(Collected data entries)
↓
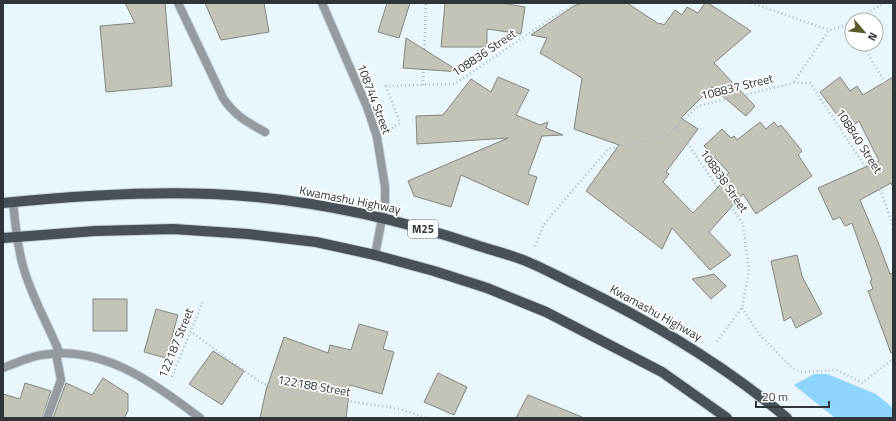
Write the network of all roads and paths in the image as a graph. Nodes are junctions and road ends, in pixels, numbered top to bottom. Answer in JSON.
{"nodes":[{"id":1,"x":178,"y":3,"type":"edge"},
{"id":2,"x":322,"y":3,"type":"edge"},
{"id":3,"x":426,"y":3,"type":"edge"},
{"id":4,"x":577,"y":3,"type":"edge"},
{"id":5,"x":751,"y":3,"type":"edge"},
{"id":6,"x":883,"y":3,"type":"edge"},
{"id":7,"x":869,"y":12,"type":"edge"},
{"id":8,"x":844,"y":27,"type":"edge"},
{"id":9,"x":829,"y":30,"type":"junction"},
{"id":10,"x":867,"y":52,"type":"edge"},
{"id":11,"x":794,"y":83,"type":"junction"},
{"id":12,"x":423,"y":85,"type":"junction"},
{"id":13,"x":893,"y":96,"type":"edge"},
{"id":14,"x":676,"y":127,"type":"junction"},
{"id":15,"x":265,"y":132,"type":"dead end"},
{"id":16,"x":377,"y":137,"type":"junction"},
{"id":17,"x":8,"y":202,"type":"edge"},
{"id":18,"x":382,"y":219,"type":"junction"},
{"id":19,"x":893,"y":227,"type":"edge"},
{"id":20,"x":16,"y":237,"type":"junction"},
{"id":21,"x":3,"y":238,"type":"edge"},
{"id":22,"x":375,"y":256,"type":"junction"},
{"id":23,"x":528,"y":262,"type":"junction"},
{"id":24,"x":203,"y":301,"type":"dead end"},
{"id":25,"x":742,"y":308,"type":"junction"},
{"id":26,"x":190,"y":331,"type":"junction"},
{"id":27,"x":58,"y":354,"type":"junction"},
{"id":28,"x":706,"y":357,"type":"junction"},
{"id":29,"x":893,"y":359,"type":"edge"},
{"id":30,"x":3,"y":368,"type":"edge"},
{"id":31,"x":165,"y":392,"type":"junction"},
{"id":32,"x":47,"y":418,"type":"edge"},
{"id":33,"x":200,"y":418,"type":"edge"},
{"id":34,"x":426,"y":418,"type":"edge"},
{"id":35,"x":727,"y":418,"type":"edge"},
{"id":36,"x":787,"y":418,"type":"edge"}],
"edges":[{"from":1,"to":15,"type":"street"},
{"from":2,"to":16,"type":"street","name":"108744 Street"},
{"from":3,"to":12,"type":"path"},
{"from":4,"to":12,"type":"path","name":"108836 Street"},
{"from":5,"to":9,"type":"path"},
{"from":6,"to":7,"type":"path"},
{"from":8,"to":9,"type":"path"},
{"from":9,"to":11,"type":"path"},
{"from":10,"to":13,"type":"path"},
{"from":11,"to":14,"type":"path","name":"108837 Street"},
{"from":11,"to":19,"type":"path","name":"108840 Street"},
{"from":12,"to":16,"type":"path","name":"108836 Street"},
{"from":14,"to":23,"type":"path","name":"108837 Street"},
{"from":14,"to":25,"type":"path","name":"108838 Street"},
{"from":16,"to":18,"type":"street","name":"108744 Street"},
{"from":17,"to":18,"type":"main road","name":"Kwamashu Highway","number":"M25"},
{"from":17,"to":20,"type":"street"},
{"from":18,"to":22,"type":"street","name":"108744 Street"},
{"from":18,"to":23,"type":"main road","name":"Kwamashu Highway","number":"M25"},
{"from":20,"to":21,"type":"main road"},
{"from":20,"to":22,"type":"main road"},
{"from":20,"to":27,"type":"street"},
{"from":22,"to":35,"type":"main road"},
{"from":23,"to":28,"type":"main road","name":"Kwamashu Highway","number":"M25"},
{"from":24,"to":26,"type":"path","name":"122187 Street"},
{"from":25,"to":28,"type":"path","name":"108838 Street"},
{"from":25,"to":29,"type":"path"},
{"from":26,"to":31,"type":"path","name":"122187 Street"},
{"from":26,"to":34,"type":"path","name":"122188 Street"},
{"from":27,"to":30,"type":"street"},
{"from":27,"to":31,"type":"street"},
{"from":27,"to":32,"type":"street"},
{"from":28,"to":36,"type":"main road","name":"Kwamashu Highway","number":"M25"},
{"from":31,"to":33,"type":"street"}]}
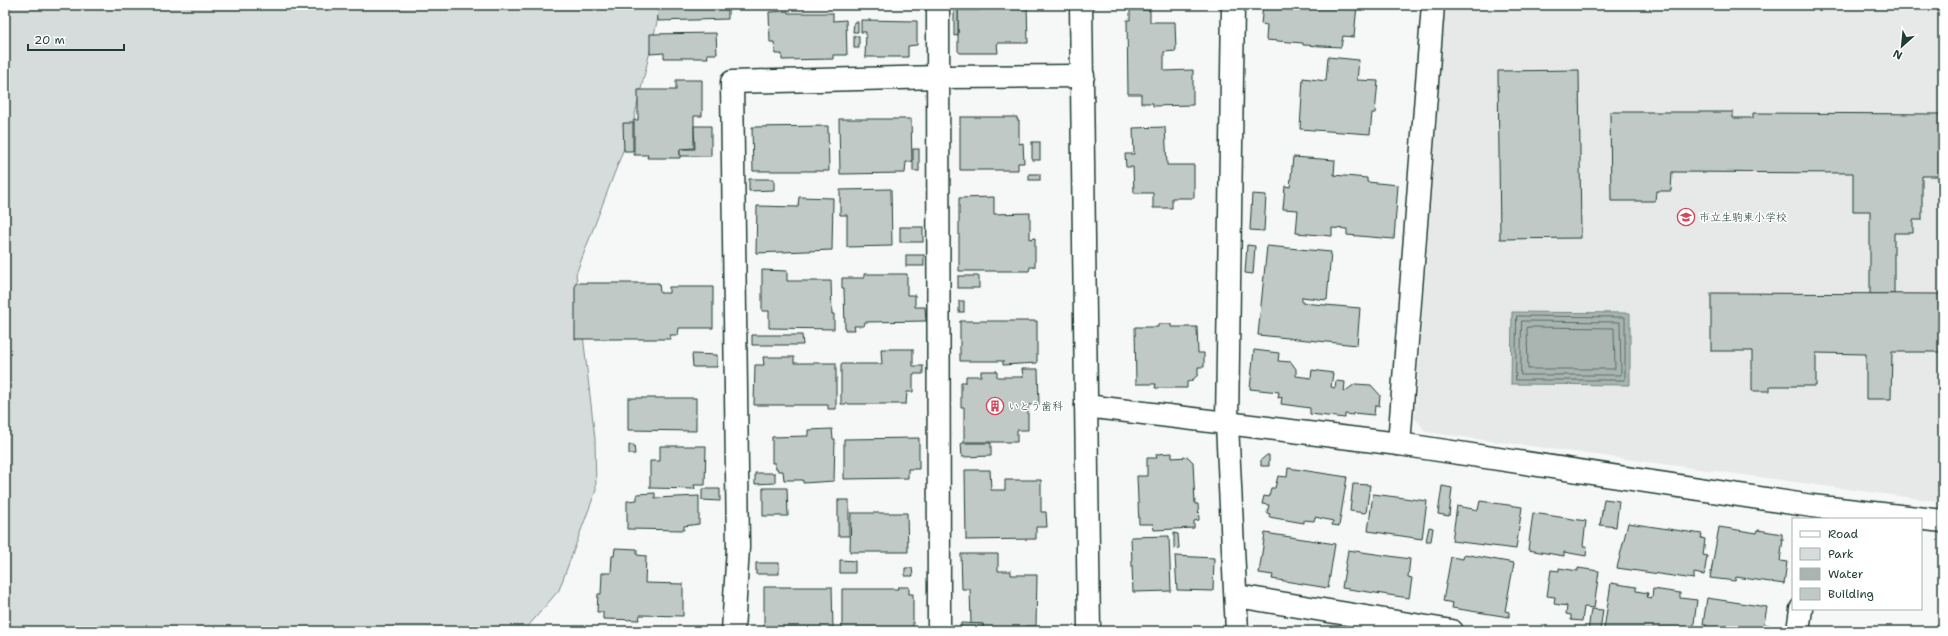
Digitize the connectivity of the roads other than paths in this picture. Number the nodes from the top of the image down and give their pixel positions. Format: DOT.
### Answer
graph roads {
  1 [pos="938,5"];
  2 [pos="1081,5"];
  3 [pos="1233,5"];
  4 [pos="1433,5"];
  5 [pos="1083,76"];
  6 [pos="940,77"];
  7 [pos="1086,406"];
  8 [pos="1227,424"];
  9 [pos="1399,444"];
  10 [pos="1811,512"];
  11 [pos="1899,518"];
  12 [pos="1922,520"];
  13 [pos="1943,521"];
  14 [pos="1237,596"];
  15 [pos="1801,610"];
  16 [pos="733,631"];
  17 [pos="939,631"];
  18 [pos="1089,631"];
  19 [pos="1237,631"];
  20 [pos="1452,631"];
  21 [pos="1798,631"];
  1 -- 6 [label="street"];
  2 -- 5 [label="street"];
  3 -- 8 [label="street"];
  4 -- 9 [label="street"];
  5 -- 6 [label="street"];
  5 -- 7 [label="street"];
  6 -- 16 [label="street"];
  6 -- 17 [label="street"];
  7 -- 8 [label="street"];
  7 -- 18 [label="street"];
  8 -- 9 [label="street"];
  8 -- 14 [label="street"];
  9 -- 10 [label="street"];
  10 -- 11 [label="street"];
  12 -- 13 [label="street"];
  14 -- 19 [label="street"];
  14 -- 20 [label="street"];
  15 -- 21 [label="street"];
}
↑
↓
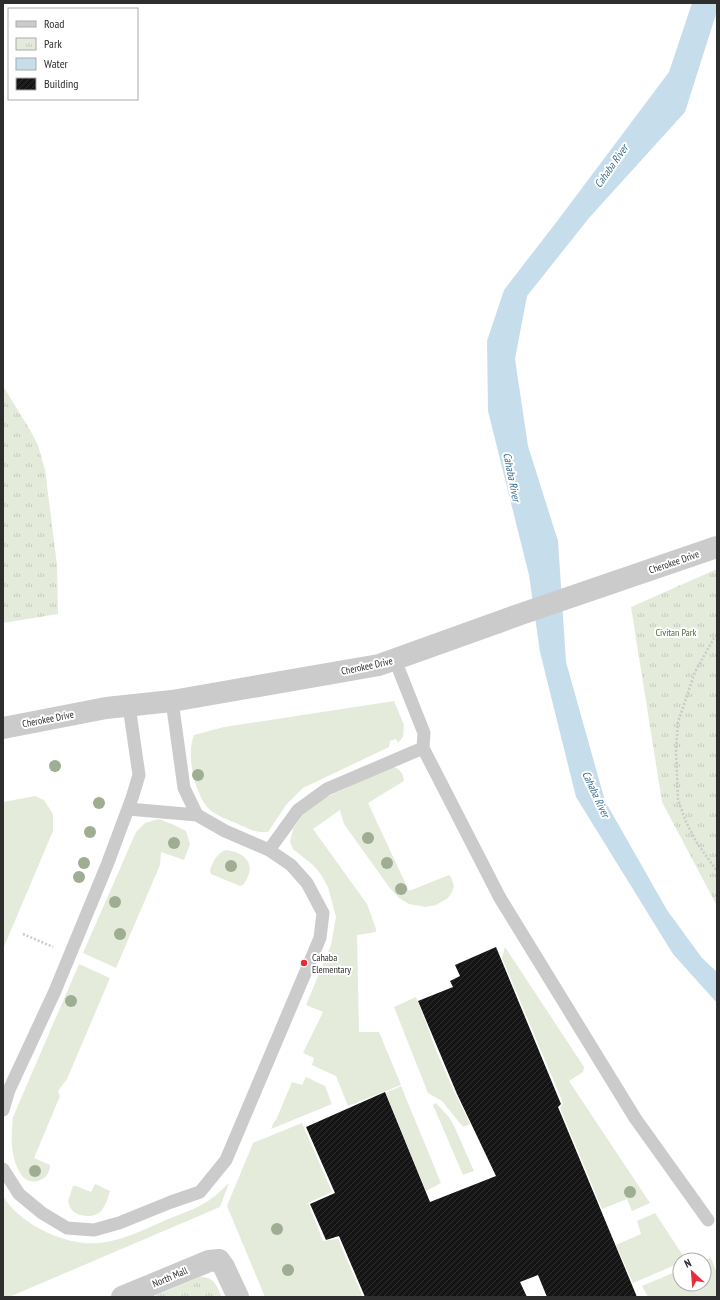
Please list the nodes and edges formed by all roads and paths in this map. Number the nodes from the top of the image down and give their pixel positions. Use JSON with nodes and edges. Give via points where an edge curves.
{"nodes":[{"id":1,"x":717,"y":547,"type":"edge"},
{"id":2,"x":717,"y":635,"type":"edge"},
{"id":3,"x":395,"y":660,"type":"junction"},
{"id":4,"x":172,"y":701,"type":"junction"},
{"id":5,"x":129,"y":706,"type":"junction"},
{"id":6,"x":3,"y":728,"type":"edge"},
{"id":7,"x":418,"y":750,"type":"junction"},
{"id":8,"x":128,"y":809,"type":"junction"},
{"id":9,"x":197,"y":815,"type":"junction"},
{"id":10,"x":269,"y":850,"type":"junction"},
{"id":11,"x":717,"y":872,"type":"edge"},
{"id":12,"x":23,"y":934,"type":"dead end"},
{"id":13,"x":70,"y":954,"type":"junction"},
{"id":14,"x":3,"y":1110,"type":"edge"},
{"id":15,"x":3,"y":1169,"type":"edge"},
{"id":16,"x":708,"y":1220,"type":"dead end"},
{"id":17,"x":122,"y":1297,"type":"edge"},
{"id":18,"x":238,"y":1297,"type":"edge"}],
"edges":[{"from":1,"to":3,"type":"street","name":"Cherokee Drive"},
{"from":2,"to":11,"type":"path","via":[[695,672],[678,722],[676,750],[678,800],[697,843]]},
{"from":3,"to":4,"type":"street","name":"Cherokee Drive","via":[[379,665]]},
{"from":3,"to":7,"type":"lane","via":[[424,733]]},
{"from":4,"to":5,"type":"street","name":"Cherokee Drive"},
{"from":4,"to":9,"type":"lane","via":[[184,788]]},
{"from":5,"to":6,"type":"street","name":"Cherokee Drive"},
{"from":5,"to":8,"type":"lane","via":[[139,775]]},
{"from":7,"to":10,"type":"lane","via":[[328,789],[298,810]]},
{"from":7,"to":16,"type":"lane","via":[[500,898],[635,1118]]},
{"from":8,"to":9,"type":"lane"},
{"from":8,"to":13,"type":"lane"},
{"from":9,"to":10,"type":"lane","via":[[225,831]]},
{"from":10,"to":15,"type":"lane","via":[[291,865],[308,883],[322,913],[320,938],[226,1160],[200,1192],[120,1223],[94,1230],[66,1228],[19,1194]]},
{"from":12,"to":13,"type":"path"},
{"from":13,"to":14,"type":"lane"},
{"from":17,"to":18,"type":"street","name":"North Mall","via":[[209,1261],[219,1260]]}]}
↑
↓
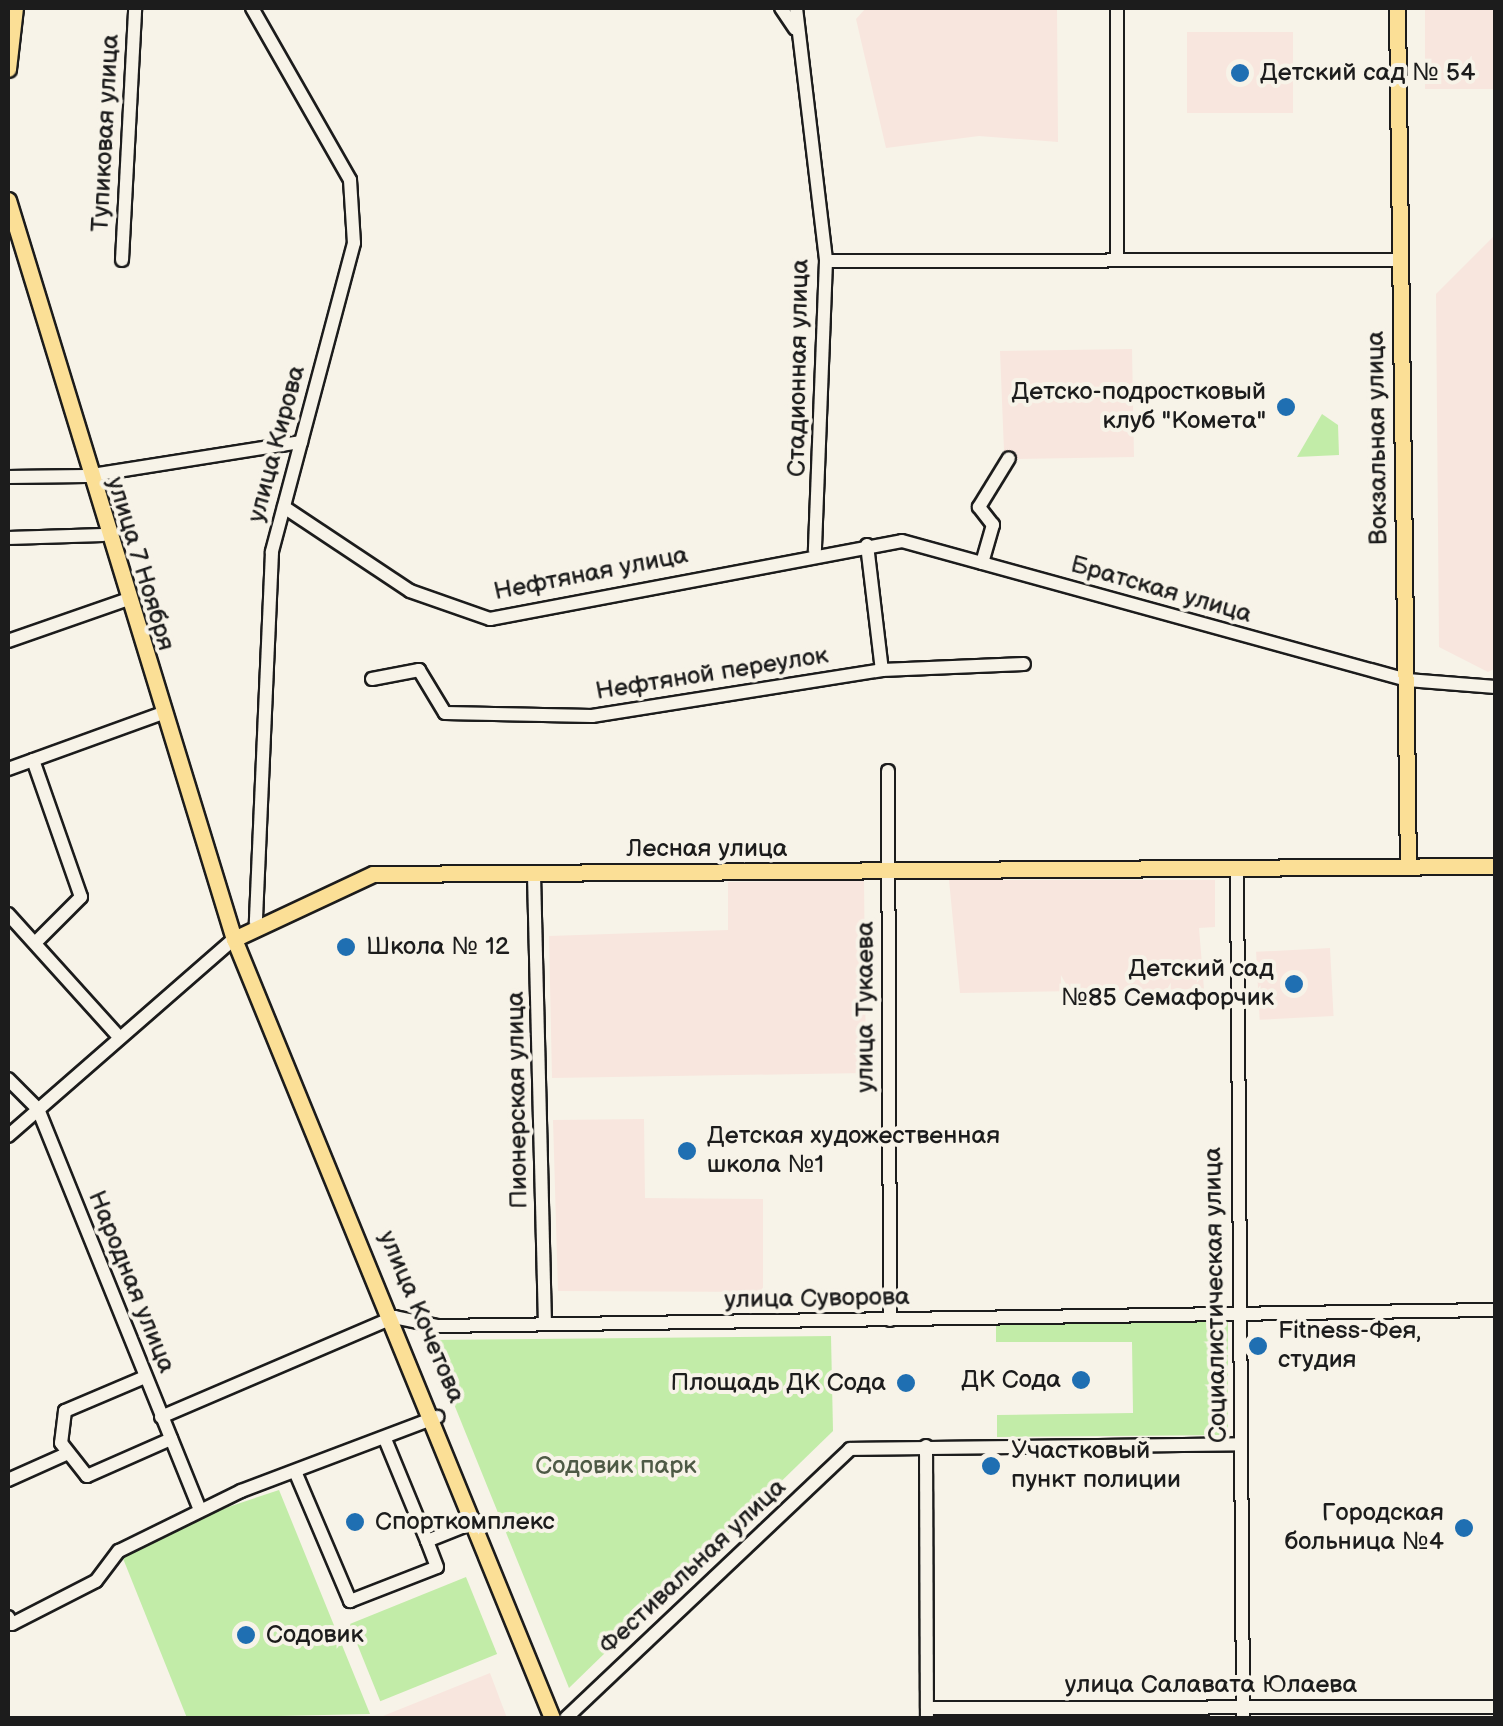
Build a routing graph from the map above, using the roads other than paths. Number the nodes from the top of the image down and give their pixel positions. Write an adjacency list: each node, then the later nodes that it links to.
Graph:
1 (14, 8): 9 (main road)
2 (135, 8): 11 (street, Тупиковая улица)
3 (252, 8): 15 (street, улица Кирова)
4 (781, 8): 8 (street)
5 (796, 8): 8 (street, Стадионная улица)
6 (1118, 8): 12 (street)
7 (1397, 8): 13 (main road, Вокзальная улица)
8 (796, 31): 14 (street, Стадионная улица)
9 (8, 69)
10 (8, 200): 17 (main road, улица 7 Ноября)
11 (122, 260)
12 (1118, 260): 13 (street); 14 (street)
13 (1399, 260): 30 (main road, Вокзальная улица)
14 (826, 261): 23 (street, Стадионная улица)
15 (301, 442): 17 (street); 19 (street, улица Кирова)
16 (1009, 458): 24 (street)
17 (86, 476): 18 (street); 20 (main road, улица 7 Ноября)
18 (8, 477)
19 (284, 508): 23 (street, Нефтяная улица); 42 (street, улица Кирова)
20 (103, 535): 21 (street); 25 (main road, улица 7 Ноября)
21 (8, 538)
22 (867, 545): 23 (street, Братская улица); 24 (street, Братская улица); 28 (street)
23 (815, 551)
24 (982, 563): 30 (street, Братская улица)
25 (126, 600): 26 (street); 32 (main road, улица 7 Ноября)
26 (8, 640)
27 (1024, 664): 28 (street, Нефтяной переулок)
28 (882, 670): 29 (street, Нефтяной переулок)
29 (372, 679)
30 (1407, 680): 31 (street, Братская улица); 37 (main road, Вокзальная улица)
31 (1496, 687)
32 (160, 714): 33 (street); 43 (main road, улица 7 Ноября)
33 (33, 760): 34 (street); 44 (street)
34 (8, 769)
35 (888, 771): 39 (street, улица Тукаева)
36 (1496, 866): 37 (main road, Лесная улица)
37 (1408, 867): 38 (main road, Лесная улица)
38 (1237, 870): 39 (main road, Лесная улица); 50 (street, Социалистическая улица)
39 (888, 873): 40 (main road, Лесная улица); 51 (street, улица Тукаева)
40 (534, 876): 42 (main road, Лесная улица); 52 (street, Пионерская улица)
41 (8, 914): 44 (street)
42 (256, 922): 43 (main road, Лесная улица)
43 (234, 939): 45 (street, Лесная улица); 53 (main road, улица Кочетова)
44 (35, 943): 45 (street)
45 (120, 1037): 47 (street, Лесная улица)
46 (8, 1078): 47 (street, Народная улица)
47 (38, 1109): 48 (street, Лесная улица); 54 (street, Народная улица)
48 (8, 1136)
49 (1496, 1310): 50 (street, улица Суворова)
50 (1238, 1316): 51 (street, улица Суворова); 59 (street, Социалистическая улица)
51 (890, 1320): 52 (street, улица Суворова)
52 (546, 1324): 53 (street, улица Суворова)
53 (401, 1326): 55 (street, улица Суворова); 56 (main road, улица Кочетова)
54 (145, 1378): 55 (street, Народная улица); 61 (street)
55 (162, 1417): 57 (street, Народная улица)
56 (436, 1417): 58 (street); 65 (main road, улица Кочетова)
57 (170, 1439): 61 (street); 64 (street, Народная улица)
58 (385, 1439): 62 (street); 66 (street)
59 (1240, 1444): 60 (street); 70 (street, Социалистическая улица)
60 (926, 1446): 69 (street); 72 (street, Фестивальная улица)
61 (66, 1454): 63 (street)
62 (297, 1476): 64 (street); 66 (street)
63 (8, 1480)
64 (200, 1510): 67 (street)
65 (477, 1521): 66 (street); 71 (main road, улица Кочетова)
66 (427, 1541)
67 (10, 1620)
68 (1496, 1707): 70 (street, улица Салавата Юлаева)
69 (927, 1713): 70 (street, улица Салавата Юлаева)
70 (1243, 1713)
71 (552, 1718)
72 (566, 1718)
↑
Report every line of the records that contains the word "Лесная".

36 (1496, 866): 37 (main road, Лесная улица)
37 (1408, 867): 38 (main road, Лесная улица)
38 (1237, 870): 39 (main road, Лесная улица); 50 (street, Социалистическая улица)
39 (888, 873): 40 (main road, Лесная улица); 51 (street, улица Тукаева)
40 (534, 876): 42 (main road, Лесная улица); 52 (street, Пионерская улица)
42 (256, 922): 43 (main road, Лесная улица)
43 (234, 939): 45 (street, Лесная улица); 53 (main road, улица Кочетова)
45 (120, 1037): 47 (street, Лесная улица)
47 (38, 1109): 48 (street, Лесная улица); 54 (street, Народная улица)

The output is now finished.